_Your goal_:
Only the number should be given: how many lines below contain "other".

_Dataset_:

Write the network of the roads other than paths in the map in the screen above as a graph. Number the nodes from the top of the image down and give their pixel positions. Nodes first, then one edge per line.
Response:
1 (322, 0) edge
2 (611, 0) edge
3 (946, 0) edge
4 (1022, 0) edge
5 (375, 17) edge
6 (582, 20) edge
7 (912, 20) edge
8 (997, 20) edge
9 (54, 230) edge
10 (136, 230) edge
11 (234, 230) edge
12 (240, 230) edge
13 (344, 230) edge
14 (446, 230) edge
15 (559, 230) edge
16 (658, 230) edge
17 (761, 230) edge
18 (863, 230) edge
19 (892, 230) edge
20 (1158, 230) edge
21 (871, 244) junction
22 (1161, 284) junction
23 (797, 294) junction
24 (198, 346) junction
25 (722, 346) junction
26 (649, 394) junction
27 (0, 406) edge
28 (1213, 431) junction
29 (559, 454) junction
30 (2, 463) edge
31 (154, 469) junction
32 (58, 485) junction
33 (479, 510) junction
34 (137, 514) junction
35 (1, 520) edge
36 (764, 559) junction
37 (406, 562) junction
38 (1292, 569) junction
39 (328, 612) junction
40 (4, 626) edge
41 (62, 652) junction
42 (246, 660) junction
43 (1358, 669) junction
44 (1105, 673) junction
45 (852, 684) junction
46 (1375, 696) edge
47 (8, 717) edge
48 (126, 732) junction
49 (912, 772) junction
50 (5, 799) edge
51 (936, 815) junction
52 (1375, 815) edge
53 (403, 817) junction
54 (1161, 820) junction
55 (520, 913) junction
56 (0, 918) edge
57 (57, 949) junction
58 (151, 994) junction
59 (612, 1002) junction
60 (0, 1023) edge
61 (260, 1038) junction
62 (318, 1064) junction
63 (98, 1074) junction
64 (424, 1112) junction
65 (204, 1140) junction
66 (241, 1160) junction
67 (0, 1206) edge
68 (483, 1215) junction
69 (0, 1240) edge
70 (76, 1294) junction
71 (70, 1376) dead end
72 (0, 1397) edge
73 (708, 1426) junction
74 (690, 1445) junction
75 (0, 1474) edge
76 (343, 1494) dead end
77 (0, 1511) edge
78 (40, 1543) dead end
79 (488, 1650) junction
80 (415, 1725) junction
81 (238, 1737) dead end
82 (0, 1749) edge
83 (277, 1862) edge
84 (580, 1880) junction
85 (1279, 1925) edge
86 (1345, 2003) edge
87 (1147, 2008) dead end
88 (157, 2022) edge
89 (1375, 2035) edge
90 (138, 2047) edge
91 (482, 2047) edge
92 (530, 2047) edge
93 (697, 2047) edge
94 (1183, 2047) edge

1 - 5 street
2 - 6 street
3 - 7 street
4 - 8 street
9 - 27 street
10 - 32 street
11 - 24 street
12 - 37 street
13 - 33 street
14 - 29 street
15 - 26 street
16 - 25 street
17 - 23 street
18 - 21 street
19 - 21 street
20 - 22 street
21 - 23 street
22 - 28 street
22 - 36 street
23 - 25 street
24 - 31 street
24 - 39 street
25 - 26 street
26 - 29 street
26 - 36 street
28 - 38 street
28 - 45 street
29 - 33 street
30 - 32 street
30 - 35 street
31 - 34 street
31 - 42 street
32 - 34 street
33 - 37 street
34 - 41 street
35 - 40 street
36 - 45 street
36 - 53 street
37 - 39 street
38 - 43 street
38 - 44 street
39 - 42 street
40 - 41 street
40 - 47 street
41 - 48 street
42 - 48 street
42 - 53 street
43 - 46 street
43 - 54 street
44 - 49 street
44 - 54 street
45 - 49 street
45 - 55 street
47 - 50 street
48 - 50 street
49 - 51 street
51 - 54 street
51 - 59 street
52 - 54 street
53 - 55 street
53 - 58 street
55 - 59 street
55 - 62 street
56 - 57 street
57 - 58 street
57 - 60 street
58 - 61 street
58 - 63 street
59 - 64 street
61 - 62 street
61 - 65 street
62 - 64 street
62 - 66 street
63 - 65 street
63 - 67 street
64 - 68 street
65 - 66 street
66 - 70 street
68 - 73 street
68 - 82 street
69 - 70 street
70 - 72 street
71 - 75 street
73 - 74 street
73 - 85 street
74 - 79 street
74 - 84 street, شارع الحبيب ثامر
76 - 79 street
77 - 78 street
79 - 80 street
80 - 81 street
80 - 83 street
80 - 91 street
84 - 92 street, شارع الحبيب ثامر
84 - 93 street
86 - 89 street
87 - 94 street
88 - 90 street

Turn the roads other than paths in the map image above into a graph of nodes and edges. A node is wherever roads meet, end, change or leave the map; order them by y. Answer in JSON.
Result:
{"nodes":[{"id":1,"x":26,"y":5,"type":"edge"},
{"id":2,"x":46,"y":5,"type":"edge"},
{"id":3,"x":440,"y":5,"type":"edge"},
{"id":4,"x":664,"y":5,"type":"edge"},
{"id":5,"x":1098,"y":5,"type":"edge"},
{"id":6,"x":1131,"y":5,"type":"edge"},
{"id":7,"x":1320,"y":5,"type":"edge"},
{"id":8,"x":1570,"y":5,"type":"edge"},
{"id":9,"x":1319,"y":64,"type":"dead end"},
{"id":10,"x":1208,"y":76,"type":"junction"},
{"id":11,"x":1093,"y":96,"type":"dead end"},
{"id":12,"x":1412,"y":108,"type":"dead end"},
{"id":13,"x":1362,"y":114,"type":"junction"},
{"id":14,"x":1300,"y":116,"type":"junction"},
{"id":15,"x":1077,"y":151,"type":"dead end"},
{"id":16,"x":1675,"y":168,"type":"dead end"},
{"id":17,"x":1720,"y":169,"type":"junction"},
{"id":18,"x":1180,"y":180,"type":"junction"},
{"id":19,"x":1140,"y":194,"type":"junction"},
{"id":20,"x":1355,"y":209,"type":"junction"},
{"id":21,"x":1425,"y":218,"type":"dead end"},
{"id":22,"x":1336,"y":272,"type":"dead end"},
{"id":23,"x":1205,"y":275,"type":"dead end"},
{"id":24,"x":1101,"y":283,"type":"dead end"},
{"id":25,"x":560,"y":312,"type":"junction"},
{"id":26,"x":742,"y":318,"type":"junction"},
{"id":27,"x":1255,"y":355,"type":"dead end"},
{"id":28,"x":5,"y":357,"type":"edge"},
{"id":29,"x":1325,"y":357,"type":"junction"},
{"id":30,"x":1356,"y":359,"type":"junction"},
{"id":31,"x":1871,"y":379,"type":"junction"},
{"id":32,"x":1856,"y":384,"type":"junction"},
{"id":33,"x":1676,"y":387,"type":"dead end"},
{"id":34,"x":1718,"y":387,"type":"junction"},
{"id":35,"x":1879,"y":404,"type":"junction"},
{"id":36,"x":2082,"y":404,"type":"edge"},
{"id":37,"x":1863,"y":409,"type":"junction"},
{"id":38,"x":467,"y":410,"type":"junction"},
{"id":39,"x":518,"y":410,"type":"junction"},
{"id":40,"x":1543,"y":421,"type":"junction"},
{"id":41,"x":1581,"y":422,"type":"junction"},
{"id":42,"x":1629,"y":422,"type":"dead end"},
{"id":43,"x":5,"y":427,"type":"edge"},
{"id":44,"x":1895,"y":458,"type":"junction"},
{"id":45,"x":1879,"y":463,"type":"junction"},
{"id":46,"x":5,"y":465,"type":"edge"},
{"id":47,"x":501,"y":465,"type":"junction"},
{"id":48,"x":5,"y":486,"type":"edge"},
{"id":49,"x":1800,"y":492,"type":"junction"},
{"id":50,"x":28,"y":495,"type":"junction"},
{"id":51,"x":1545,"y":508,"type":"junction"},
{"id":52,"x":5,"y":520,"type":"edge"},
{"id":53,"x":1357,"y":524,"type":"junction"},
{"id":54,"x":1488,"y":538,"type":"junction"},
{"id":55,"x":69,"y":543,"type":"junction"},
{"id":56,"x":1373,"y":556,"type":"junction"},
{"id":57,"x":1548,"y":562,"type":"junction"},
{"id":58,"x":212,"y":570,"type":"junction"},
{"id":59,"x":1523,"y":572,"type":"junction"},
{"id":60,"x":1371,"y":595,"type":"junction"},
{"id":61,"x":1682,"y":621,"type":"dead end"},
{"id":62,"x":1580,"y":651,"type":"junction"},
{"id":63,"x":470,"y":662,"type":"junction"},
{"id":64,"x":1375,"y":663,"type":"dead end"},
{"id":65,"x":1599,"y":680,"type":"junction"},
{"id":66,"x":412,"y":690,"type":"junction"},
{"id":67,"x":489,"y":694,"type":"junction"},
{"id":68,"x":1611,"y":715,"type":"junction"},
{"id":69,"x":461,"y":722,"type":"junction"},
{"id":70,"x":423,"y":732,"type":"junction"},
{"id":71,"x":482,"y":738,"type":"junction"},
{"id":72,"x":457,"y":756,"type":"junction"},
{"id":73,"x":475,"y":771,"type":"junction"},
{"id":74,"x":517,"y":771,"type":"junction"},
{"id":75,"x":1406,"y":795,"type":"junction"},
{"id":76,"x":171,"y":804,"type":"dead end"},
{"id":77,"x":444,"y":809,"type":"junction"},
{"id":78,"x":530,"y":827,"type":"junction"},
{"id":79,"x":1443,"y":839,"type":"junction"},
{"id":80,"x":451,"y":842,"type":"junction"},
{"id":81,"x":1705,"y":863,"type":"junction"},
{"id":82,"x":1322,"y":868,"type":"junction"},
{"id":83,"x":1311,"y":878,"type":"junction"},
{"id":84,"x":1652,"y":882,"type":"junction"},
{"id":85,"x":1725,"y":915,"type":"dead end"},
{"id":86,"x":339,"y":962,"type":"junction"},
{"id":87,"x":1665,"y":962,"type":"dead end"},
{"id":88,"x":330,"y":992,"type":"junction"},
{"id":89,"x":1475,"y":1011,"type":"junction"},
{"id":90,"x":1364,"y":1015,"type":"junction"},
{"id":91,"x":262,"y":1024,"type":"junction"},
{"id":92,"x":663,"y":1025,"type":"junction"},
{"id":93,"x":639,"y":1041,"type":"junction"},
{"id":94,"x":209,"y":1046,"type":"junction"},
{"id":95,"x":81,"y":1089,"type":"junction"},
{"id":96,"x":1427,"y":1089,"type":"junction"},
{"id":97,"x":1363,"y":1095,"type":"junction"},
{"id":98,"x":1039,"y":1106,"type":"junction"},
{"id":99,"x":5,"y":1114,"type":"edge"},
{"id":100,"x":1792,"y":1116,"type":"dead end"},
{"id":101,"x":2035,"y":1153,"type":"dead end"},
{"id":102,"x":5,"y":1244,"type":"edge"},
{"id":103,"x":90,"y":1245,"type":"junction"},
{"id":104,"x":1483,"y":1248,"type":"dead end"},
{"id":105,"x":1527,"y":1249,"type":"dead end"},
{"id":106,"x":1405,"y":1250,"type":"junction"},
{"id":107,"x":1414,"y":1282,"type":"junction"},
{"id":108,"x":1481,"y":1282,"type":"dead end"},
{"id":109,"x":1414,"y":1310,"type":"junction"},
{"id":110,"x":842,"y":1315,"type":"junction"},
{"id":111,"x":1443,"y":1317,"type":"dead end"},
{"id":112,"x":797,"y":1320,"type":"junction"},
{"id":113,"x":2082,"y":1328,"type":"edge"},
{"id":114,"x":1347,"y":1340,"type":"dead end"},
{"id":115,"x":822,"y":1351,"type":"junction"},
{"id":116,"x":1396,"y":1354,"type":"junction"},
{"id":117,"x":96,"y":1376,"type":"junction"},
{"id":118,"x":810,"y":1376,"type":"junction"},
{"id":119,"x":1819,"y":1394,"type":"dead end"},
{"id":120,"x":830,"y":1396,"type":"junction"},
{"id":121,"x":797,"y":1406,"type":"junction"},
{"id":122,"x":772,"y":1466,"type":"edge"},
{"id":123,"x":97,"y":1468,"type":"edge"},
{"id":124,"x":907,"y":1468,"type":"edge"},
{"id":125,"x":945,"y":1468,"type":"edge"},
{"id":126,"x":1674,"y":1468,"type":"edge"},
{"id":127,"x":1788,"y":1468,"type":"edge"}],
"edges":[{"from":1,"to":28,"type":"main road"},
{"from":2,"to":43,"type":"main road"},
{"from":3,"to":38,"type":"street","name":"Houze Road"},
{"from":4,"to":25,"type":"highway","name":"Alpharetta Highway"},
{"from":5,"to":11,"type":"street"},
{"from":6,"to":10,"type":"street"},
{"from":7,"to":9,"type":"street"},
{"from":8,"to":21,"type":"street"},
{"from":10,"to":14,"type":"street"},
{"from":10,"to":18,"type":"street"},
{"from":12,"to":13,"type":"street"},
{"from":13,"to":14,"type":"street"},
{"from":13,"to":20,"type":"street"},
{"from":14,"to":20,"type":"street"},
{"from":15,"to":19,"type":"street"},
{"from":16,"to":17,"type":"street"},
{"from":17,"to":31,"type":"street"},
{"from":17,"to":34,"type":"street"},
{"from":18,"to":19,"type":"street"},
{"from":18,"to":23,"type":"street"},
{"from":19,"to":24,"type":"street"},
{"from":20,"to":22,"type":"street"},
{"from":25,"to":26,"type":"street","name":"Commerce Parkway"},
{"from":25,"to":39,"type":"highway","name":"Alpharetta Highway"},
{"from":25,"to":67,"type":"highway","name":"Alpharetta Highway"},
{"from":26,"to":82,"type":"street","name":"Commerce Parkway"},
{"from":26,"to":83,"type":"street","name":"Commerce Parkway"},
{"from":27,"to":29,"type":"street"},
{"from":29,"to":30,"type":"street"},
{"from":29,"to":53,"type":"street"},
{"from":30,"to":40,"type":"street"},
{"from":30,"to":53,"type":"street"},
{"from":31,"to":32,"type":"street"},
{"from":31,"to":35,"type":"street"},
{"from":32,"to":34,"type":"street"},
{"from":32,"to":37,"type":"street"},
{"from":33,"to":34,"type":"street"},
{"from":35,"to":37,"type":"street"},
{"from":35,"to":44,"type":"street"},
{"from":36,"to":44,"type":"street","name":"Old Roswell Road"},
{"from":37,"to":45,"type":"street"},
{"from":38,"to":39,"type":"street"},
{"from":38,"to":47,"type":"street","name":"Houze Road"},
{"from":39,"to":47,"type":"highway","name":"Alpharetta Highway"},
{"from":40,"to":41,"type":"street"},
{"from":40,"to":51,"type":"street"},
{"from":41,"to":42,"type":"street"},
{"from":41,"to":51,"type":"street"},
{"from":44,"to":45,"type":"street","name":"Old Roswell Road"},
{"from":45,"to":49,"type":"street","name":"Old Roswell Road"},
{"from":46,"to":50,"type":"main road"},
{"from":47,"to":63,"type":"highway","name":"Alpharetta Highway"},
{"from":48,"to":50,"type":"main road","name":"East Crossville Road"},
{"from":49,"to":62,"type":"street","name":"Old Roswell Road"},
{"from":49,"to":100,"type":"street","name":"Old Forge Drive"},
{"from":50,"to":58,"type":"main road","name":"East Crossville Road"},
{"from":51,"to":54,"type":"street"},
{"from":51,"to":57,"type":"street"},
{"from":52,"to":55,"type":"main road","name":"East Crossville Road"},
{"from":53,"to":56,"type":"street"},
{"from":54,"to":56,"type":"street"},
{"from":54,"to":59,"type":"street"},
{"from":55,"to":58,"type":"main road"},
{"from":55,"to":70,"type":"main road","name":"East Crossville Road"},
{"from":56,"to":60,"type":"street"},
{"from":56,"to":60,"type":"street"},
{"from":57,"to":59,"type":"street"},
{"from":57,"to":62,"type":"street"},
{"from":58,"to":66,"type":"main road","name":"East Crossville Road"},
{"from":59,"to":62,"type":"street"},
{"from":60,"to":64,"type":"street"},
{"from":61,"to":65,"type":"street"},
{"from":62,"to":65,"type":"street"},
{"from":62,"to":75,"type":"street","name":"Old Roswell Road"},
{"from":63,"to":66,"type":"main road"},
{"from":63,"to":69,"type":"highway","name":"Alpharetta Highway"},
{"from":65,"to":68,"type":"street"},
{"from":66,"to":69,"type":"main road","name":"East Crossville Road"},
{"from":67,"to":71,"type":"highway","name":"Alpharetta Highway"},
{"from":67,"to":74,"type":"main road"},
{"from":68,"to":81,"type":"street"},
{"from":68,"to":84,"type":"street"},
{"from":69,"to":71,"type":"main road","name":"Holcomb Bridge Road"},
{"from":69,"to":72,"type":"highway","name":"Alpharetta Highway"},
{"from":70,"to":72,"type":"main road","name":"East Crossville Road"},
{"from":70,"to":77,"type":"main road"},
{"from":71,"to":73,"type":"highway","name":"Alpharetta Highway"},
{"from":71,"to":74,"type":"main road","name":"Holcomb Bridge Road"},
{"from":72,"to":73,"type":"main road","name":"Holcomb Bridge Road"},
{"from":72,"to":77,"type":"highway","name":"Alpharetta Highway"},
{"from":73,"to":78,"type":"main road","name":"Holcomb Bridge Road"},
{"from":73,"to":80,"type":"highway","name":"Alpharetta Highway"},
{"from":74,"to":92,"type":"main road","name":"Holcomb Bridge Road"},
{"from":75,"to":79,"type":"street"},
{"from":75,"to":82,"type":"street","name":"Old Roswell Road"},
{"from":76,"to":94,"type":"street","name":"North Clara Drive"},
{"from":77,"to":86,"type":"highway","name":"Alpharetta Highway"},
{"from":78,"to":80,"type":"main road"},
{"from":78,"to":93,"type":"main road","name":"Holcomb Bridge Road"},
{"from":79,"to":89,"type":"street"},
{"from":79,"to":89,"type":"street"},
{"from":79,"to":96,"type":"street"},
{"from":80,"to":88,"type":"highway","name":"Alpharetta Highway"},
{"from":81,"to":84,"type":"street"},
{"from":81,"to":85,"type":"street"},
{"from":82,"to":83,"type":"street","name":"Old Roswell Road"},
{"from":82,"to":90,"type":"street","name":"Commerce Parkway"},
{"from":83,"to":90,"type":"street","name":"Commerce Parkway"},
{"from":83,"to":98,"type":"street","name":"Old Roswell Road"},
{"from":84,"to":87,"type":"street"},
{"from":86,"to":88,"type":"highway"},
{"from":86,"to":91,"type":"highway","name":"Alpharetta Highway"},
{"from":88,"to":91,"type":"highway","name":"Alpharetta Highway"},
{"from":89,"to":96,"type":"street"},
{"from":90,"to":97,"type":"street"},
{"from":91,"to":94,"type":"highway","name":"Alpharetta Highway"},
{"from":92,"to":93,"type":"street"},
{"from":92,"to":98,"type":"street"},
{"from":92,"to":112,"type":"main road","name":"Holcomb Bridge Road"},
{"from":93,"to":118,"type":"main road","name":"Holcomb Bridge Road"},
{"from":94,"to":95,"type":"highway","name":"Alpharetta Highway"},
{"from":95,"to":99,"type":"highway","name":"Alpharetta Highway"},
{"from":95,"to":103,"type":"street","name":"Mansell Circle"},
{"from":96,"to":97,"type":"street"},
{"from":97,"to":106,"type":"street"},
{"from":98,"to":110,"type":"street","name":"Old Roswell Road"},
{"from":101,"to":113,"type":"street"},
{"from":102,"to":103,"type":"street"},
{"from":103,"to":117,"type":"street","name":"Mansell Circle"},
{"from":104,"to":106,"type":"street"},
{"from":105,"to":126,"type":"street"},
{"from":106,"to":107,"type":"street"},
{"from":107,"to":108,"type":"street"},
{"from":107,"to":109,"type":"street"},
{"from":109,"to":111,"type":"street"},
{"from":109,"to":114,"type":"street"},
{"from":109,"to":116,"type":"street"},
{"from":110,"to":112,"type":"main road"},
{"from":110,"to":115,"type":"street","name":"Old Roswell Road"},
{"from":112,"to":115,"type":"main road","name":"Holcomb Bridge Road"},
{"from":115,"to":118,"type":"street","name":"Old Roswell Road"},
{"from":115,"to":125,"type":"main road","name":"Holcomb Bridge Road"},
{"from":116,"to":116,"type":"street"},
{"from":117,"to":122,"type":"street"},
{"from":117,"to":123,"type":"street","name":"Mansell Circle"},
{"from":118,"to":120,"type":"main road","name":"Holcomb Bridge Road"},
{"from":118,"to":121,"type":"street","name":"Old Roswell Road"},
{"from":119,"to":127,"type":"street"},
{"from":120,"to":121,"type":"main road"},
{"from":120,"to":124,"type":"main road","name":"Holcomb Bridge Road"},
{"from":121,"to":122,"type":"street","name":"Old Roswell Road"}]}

_Your response_:
2